Pensar sobre a velhice é pensar sobre a vida. Portanto, pensem na velhice antes mesmo de vivê-la pra chegarem lá com a sensação de missão cumprida. Porque é a resposta que nos resta em um mundo de perguntas erradas. A gente nasce, cresce e morre. E qual o sentido disso tudo? Por que tanto trabalho pra acabar no final? Sempre escutei dizer que cuidar dos pais é uma obrigação dos filhos, afinal, nossos pais nos cuidaram desde o nascimento e o farão até que o papel se inverta. A diferença crucial reside no seguinte ponto: meus pais me cuidaram desde o meu nascimento me preparando pra vida; pra dar meus primeiros passos, falar minhas primeiras palavras, aprender a lidar com as desilusões da vida e me tornar uma mulher. Eu era um corpo frágil e fácil de carregar, de levantar, de por pra deitar, de ensinar. Eu me machucava e sarava logo. Eu não tremia minhas mãos nem minhas pernas e comia e tomava banho sozinha depois de uma certa idade. Eu era uma criança sendo preparada pra viver como adulta. Eu, filha, vou cuidar dos meus pais. Mas meu papel não será prepará-los pra vida, pois isso seus pais já o fizeram. Seu Joaquim e Dona Valda cuidaram do franzino Hermes pra que ele se tornasse o homem que hoje é. O marido, o pai, o genro, o tio, o filho, o irmão, o amigo. Seu Nelson e Dona Maria cuidaram da caçula Vera pra que ela se tornasse a mulher que hoje é. A esposa, a mãe, a nora, a tia, a filha, a irmã, a amiga. Mas eu, Tássia, e meu irmão, Bruno, cuidaremos dos nossos pais pra prepará-los pra morte. É pesado dizer isso, mas essa é a lei da vida: depois da velhice vem a morte, ao contrário do nascimento cuja vida nos aguarda. E então, quando esse dia chegar, vou dar todo o amor que não pude dar agora, ainda jovem, cheia de compromissos, amigos, sem tempo, sem dinheiro... E vou mostrá-los que viver valeu a pena e vai valer até o último suspiro se eles permitirem, independente de mágoas e dores. Esse é ciclo paradoxal sobre o qual as pessoas evitam pensar.

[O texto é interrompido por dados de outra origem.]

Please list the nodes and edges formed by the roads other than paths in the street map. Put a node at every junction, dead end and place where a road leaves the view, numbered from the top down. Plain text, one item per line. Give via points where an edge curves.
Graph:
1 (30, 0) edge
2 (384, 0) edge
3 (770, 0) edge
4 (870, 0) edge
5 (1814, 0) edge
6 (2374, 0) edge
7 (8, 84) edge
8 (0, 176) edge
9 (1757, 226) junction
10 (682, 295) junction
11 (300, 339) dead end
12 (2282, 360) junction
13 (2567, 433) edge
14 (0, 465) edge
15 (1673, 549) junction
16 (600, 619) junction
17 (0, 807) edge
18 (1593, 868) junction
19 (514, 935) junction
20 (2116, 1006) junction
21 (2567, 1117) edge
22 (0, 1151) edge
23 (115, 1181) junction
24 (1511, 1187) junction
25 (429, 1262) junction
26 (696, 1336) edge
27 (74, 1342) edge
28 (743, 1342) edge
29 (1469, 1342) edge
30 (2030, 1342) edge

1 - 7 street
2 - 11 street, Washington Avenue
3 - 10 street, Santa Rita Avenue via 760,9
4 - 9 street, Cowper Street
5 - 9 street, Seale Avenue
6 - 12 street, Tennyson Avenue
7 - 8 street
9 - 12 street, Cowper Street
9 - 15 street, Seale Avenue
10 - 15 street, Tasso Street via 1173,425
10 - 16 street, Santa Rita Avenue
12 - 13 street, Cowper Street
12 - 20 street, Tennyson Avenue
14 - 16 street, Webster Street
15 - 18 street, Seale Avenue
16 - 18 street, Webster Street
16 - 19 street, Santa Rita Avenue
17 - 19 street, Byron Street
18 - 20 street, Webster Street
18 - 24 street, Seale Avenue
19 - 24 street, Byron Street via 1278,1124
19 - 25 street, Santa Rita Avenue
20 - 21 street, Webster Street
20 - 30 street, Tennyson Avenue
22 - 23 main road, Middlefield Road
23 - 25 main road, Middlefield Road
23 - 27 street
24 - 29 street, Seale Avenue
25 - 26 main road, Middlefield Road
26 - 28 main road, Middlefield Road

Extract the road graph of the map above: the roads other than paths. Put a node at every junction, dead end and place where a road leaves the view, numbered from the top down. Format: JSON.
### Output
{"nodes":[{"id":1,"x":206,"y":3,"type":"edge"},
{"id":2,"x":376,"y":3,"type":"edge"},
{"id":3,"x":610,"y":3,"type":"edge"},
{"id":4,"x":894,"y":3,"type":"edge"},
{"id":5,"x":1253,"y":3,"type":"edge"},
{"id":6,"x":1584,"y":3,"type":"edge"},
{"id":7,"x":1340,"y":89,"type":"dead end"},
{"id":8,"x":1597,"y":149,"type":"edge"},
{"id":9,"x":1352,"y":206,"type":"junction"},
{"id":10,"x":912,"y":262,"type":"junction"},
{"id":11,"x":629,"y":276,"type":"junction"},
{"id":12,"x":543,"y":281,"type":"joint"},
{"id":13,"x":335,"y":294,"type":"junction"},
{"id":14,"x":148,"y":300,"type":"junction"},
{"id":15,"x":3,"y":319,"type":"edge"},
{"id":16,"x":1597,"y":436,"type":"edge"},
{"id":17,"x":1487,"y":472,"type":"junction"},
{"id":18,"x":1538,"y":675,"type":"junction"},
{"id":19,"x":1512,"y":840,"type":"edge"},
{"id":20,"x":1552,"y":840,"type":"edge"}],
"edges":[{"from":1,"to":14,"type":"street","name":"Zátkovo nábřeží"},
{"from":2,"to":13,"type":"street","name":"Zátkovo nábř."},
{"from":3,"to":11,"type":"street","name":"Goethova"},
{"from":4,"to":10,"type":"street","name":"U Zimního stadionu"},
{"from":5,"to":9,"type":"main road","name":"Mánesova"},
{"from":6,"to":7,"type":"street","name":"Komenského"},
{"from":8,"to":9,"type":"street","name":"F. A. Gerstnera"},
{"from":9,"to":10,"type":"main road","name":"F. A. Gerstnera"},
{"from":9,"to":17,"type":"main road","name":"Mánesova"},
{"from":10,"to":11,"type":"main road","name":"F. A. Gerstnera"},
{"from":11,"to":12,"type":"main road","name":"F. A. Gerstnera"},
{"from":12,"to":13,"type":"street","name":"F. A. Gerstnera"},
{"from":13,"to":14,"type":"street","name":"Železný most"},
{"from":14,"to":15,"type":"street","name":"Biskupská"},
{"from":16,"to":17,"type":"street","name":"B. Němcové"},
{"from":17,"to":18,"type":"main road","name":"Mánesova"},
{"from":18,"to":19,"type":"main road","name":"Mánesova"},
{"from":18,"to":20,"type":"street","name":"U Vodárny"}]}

E quando meus pais não puderem mais caminhar, não terei forças pra carregá-los, pois não serão leves como quando eram crianças. Mas terei beijos, abraços, piadas, um plano de saúde bom, uma enfermeira e muito amor. E caminharei por eles o tanto quanto caminharam por mim e usarei todos os meios possíveis pra fazê-los sorrir e se sentirem felizes até o fim da vida. E quero ver meus pais morrerem velhinhos, se possível, com saúde. Apenas de velhice. Quero vê-los indo em paz, como foi meu avô Joaquim. Meu avô que até o último minuto quis viver, mas foi sorrindo e tendo a certeza de que foi muito amado por seus três queridos filhos e por seus três netos.

Já perdi minha avó Maria, que me ensinou que amor é disciplina e cuidado. Perdi meu avô Joaquim, que me ensinou o valor do trabalho, da coragem, da persistência, da sabedoria, da força, do amor e da paz. Ainda tenho meu avô Nelson, que amo incondicionalmente e que em poucos dias deixou de descer pro meu apartamento pra almoçar comigo todos os dias, pois não aguenta mais o peso em suas pernas. Meu avô que me ensina, mesmo sem perceber, as coisas mais valiosas da vida e que não tem um único substantivo que resuma, assim como o que ocorre com meus pais. E tenho minha avó Carolina, ou Valda, que raramente lembra que sou sua neta. A vó, hoje com Alzheimer, erra meu nome e me chama pra ir pro baile quando me vê. A vó que me ensinou a fé, não importa no que for, desde que habite em mim. Lá, minha dinda cuida dela. Aqui, minha mãe, cuida do vô. Lá e cá, são dores e amores.

E eu só peço sabedoria e calma pra encarar esse novo cenário do dia-a-dia. Esse sobe e desce diário da minha mãe pra ajudar o vô a comer, a tomar banho, a deitar, a se vestir. E seu retorno pra casa chorando de amor. De amor pelo pai. Chorando de dor, pois minha mãe, apesar de tão jovem, tem reumatismo e de tanto fazer força carregando um idoso forte que até poucos dias fazia musculação, sente em seus ossos as consequências. E quando a gente pensar que nada mais resta, sabemos que resta sim. Resta amor. Pois amor é o que nos faz fortes. 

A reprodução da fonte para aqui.